Zentralnamibia

Windhoek

Namibias Hauptstadt Windhoek (afrikaans: "windige Ecke") mag auf den ersten Blick nicht sonderlich afrikanisch wirken - mit einer verkehrsberuhigten, fein gepflasterten Fußgängerzone, dem Café Kaiserkrone oder jährlichen kleinen Karnevalsumzügen wirkt Namibias Hauptstadt zeitweise eher wie eine deutsche Kleinstadt, deren Kulisse man ins südliche Afrika "gebeamt" hat. Gleichwohl ist Windhoek Hauptstadt sowie wirtschaftliches und politisches Zentrum von Namibianern aller Couleur. Hier leben knapp 311.000 Menschen (Stand 2011) in 31 Stadtbezirken - mit 150.000 Einwohnern ist ein Großteil der schwarzafrikanischen Bevölkerung auch nach Abschaffung der Apartheid im ehemaligen Township Katutura geblieben.

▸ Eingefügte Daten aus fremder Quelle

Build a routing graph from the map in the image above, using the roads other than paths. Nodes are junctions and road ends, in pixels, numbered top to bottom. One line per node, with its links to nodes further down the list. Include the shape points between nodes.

Cafés und Einkaufspassagen in Windhoek: Erst seit Namibias Unabhängigkeit 1990 hat man die "Kaiser-Wilhelm-Allee" in "Independence Avenue" umbenannt. Es lohnt sich, vor seiner Abreise einen Tag zum Einkaufen in Windhoek einzuplanen. Eine Vielfalt an handgefertigen Taschen, Schuhen oder Schmuck bieten zahlreiche Geschäfte, Straßenhändler sowie das "Craft-Cente". Im von Palmen gesäumten "Zoo-Park" verweilen auch einheimische Windhoeker gerne unter schattigen Bäumen. Große Tiere gibt es hier zwar nicht zu sehen, dafür ein gemütliches Café mit großer Terrasse und einen Spielplatz für Kinder.

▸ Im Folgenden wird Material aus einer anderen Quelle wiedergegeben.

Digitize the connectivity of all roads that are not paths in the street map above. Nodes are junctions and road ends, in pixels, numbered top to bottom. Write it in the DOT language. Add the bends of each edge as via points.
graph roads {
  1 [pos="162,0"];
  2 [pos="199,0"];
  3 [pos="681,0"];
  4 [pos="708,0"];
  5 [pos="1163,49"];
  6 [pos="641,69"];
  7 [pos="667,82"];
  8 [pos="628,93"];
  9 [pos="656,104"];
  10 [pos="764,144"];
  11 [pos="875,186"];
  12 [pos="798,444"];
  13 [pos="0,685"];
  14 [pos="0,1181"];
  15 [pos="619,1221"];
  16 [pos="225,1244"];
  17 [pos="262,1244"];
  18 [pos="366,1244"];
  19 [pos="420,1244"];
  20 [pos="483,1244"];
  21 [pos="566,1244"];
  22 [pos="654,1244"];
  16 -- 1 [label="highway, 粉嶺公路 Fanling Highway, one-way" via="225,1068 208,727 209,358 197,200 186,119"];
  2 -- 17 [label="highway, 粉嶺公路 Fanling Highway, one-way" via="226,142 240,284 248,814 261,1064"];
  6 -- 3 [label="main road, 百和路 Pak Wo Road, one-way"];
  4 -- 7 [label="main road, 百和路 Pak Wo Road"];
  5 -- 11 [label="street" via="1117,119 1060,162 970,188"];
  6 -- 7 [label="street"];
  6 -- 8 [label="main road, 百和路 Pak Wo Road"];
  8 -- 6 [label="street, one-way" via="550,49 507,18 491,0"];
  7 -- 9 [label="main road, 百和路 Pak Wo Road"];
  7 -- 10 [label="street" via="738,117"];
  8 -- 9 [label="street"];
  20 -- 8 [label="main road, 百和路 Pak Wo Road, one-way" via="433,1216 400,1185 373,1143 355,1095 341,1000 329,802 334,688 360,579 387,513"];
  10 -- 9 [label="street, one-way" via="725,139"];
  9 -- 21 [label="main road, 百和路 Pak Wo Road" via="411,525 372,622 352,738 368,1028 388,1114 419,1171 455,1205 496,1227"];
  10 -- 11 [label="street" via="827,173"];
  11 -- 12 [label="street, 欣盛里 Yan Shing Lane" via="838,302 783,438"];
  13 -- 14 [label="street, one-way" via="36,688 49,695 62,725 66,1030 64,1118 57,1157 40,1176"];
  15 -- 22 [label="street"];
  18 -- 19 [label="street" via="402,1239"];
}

Die Stadt liegt im Windhoeker Becken, dem annähernd geographischen Mittelpunkt des Landes, eingefasst zwischen den Erosbergen im Osten, den Auasbergen im Süden und dem Khomashochland im Westen und Norden. 1840 wurde Windhoek erstmals urkundlich erwähnt und 1890 als moderne Stadt gegründet.